La mención final es para la animación. Pero no recae en productos manufacturados por la gran industria como Coco (Lee Unkrich, Adrián Molina) o Ferdinand (Carlos Saldanha), sino en una modesta producción franco-suiza basada en un libro de Gilles Paris, escrita por la brillante Céline Sciamma y dirigida por Claude Barras. La vida de calabacín (Ma vie de Courgette), es una película que trata al niño sin condescendencia, que aborda de manera modélica cuestiones espinosas como la superación de la muerte o el maltrato infantil, realizada además con la artesanal técnica del stop-motion.
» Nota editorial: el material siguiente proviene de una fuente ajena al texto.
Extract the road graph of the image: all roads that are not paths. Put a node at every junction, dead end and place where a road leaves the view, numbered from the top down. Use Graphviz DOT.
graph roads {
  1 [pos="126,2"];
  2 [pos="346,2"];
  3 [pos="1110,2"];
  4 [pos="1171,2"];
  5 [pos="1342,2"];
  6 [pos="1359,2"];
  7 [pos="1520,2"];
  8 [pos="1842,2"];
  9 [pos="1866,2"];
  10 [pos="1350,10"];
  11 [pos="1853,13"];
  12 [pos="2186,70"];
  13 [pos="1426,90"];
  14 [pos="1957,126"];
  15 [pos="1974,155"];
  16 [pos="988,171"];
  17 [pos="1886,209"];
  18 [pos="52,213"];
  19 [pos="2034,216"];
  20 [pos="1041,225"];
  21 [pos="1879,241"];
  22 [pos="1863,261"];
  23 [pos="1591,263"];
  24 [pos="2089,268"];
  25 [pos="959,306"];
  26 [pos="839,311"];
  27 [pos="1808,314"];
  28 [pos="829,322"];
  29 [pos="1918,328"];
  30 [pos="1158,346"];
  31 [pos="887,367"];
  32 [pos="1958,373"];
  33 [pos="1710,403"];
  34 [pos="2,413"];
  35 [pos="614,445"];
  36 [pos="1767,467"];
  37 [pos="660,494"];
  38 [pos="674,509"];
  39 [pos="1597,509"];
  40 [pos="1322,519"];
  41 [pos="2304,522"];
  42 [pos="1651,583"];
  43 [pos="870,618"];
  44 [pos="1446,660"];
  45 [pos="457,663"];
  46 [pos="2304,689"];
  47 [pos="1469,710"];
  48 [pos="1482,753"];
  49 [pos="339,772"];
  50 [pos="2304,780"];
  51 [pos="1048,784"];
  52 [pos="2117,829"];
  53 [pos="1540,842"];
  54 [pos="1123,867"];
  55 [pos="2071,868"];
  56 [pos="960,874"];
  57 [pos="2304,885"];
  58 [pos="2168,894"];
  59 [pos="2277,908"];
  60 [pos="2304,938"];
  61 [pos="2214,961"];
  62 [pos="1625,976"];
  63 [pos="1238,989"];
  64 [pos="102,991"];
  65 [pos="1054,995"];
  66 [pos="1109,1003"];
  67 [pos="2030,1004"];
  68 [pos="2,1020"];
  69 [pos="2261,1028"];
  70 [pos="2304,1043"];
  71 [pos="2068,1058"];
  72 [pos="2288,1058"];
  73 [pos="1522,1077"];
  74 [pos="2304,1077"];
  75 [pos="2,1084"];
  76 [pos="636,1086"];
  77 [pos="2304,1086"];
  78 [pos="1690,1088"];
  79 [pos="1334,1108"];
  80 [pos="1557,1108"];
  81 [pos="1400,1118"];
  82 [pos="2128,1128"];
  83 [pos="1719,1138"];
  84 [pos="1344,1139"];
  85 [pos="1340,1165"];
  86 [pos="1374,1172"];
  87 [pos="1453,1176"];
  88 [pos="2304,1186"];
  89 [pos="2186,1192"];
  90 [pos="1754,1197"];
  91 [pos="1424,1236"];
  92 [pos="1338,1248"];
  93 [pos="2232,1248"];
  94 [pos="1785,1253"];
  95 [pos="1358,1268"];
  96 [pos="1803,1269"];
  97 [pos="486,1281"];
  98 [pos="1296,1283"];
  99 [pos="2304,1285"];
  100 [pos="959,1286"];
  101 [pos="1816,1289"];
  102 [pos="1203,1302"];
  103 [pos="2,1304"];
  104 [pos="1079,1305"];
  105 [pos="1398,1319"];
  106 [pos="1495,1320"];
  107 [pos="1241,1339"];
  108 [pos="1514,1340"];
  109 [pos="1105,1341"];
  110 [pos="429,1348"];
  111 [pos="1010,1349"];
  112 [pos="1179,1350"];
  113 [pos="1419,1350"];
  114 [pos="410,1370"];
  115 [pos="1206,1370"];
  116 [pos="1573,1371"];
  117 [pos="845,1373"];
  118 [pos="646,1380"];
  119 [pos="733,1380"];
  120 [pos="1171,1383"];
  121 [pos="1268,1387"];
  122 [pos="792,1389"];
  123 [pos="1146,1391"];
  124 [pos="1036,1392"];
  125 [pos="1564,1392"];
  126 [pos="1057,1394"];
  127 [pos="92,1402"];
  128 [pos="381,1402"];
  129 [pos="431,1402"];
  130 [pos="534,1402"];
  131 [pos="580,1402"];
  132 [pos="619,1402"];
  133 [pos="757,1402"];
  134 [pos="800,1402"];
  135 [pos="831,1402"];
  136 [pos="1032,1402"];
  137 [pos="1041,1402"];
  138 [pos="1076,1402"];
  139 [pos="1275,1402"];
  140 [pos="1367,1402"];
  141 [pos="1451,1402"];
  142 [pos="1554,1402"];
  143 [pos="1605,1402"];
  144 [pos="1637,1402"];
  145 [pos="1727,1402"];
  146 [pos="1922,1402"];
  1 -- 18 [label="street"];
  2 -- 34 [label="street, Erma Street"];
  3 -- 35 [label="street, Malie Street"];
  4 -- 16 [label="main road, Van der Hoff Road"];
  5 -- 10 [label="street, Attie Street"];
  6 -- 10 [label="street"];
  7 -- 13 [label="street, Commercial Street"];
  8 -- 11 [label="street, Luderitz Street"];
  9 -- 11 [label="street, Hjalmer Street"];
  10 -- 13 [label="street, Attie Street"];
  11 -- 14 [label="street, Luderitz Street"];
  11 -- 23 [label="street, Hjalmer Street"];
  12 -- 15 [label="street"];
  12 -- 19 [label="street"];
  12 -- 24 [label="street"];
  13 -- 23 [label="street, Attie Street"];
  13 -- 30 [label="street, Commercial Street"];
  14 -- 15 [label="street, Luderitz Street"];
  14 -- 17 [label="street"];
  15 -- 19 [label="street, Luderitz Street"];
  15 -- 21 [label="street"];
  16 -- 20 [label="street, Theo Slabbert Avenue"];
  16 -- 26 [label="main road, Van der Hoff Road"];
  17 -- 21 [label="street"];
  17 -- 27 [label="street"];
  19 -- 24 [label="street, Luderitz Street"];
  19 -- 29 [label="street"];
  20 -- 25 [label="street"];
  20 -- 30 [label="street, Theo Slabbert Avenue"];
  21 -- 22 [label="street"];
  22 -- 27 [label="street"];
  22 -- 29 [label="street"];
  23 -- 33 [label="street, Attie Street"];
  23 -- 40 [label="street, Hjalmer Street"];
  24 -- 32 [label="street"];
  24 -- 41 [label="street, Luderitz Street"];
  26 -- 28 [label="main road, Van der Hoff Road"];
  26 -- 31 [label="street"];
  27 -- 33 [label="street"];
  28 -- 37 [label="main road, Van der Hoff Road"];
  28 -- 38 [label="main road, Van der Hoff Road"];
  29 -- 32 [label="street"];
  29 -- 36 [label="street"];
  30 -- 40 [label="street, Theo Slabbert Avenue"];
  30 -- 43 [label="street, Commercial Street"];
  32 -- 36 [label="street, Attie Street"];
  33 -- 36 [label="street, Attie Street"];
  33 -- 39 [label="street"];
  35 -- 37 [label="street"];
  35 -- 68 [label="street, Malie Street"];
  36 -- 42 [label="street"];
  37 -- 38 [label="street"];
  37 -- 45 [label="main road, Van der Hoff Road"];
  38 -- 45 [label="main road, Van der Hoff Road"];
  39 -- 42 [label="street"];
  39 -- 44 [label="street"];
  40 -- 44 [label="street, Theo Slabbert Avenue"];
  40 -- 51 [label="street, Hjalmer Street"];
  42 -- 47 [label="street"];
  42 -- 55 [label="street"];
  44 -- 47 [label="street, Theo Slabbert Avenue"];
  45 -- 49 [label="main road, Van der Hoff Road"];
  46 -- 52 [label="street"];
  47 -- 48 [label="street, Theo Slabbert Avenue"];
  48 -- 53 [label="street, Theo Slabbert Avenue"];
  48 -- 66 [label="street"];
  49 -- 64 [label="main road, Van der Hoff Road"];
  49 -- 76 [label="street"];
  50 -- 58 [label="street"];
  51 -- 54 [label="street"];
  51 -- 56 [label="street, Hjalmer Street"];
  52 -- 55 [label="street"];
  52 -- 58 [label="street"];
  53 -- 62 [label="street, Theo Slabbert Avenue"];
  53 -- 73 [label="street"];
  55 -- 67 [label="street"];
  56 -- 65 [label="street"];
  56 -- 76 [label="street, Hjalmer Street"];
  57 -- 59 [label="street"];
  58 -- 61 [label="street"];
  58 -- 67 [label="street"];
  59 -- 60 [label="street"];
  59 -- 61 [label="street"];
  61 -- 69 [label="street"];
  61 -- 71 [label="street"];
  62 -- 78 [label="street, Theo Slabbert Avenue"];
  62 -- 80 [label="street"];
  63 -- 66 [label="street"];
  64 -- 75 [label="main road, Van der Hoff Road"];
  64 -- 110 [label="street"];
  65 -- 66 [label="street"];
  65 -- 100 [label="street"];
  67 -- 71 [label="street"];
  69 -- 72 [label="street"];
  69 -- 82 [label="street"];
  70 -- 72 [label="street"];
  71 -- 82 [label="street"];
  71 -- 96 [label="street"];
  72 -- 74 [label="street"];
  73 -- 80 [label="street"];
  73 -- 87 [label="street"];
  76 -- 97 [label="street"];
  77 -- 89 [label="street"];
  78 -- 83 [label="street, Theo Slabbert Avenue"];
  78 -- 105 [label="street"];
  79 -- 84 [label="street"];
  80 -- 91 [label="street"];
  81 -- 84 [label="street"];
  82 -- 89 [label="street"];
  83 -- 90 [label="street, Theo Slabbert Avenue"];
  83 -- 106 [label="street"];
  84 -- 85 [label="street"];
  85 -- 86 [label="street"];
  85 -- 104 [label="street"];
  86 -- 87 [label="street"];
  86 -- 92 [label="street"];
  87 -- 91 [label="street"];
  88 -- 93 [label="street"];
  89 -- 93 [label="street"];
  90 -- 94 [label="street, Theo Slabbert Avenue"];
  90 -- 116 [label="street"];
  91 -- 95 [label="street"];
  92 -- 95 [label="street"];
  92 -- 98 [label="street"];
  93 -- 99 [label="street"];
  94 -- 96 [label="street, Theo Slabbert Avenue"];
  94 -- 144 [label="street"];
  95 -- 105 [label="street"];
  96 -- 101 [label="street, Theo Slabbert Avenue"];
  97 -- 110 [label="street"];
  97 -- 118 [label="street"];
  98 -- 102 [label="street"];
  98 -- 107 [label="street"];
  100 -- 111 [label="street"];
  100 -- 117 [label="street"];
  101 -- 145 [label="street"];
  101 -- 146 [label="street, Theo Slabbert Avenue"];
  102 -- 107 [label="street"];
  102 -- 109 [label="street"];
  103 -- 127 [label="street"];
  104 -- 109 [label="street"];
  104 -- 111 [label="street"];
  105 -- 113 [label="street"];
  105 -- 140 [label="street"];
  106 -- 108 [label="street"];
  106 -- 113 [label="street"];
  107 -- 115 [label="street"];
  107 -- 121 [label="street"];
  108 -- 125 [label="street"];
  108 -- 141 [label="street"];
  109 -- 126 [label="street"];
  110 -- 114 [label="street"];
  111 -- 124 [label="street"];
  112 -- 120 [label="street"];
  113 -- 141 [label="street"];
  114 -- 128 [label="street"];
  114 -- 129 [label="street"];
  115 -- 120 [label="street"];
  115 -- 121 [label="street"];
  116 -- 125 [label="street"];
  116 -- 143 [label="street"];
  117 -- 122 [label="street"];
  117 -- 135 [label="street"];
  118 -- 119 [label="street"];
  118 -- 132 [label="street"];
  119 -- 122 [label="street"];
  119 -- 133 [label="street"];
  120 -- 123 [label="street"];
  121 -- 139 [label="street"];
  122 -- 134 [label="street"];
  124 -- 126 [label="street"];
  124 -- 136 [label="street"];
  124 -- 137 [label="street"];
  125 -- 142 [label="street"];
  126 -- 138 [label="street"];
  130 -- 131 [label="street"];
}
Como siempre, han sido doce meses pródigos en buen cine, capaz de hacerse un hueco en la cartelera desde los márgenes, casi en términos de resistencia cultural, filtrándose por las escasas grietas que le dejan en las salas rentables operaciones de marketing como la saga Star Wars o ejercicios de nostalgia como el remake de Blade Runner. Con la desaparición de los Cines Aragó, el año que viene habrá menos pantallas en València para poder disfrutar de cine de autor arriesgado y que plantea desafíos al espectador, de ahí la importancia de mantenerlo vivo y no dejar que acabe recluido únicamente en festivales y filmotecas.